Tumeremo is a town in the state of Bolívar in eastern Venezuela. It is the shire town of the Sifontes Municipality, and the administrative center of asserting Venezuela's claim over the disputed Guayana Essequiba region.

== History ==

Its first settlers were Guayan Indians and Kamaracotos, coming from the savanna of the Divina Pastora and Tupuquen located to the left margin of the river Yuruari. They fed on hunting, fishing, and agriculture.

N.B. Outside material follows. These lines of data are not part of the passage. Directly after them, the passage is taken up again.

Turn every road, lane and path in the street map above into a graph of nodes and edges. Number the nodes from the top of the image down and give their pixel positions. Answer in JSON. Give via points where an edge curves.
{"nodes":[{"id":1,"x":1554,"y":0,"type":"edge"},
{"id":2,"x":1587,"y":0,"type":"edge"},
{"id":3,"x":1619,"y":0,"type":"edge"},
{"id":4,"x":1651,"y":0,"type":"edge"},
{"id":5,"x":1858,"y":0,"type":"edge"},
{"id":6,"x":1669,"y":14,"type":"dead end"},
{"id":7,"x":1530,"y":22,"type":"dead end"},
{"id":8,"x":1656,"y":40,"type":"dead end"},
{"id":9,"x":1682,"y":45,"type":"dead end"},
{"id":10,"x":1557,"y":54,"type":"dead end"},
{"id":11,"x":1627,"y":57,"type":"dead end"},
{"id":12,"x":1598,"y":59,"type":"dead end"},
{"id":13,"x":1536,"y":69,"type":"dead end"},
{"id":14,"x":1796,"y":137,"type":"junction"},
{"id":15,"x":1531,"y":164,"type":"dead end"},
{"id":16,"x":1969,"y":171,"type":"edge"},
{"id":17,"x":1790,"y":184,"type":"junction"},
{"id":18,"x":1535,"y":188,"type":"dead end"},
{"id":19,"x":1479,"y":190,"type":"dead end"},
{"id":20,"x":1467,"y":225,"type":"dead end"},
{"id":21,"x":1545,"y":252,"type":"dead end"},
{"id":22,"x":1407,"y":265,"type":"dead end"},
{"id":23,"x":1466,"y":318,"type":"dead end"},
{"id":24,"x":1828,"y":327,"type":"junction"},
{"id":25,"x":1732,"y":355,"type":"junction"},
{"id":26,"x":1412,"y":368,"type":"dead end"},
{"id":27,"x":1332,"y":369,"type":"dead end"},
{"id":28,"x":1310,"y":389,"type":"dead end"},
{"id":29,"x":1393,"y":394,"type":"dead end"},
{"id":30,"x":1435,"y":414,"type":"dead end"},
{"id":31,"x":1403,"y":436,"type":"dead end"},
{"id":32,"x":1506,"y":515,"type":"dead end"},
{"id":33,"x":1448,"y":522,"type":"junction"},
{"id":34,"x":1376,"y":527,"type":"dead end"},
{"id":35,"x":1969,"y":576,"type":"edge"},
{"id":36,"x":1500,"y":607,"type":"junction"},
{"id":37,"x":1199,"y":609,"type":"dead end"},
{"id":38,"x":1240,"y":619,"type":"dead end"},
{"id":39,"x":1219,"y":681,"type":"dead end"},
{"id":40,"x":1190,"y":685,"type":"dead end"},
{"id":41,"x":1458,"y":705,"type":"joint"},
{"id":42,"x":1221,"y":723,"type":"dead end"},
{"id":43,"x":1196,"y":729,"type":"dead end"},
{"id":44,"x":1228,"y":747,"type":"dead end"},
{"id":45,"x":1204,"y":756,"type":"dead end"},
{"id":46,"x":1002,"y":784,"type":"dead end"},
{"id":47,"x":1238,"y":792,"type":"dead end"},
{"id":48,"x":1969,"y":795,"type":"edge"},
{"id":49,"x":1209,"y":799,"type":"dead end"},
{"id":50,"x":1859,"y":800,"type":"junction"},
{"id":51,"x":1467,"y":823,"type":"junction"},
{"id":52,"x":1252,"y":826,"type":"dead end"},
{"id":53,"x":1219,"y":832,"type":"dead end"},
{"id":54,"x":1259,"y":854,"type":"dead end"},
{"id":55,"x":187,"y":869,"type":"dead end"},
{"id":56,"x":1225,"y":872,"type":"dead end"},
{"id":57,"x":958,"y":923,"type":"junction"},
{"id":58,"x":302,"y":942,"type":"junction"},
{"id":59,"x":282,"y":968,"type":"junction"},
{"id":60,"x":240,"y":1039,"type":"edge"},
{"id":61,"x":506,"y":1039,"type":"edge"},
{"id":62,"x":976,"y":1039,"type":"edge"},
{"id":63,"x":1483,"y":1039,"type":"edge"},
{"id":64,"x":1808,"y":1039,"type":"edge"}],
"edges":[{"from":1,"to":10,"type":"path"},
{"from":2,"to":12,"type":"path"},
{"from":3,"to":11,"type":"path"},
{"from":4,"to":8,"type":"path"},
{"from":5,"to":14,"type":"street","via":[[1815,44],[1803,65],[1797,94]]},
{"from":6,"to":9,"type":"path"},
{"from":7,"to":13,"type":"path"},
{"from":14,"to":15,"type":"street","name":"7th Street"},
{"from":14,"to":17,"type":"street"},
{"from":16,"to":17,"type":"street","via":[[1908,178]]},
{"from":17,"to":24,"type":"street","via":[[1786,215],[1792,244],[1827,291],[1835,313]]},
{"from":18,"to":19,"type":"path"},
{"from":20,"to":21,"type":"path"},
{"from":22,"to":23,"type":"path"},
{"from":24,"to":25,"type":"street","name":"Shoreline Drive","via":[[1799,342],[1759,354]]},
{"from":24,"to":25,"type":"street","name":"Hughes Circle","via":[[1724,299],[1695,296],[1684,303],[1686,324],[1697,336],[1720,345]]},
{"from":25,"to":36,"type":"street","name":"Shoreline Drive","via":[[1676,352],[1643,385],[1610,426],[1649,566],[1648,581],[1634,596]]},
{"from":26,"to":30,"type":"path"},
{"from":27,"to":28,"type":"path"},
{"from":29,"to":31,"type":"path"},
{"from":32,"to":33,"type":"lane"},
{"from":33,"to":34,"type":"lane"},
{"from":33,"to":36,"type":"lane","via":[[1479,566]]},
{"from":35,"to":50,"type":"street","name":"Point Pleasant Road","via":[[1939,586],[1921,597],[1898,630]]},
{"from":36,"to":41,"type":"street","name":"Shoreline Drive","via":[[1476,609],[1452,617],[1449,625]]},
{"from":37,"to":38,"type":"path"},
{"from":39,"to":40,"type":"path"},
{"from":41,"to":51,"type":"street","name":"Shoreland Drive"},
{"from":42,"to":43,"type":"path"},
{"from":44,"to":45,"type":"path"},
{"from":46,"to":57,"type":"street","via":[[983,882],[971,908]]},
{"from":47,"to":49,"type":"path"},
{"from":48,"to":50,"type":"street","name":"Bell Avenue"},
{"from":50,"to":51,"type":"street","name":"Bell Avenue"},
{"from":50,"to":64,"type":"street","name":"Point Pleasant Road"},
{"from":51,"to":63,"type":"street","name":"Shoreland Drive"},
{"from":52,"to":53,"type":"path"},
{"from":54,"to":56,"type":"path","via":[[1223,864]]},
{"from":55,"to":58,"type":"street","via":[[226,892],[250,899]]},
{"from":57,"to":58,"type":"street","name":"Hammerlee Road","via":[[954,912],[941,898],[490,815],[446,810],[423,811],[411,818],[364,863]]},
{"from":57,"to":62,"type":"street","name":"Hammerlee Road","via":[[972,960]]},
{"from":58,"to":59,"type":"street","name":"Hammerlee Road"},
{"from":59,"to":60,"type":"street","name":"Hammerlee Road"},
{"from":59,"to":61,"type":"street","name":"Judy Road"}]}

Tumeremo was founded on January 26, 1788 under the name of "Mission of Our Lady of Bethlehem of Tumeremo" by the Capuchin monks of Catalonia, among them: Fray Mariano de Perafita, Fray Bonaventura de Carrocera, Fray Joaquín María de Martorell, Fray Ramón Pruna and Fray Tomas de Santa Eugenia. Tumeremo means "Painted Snake", in the dialect of the first Indians who inhabited those lands. The friars establish several missions and an agricultural emporium based on livestock and cotton cultivation.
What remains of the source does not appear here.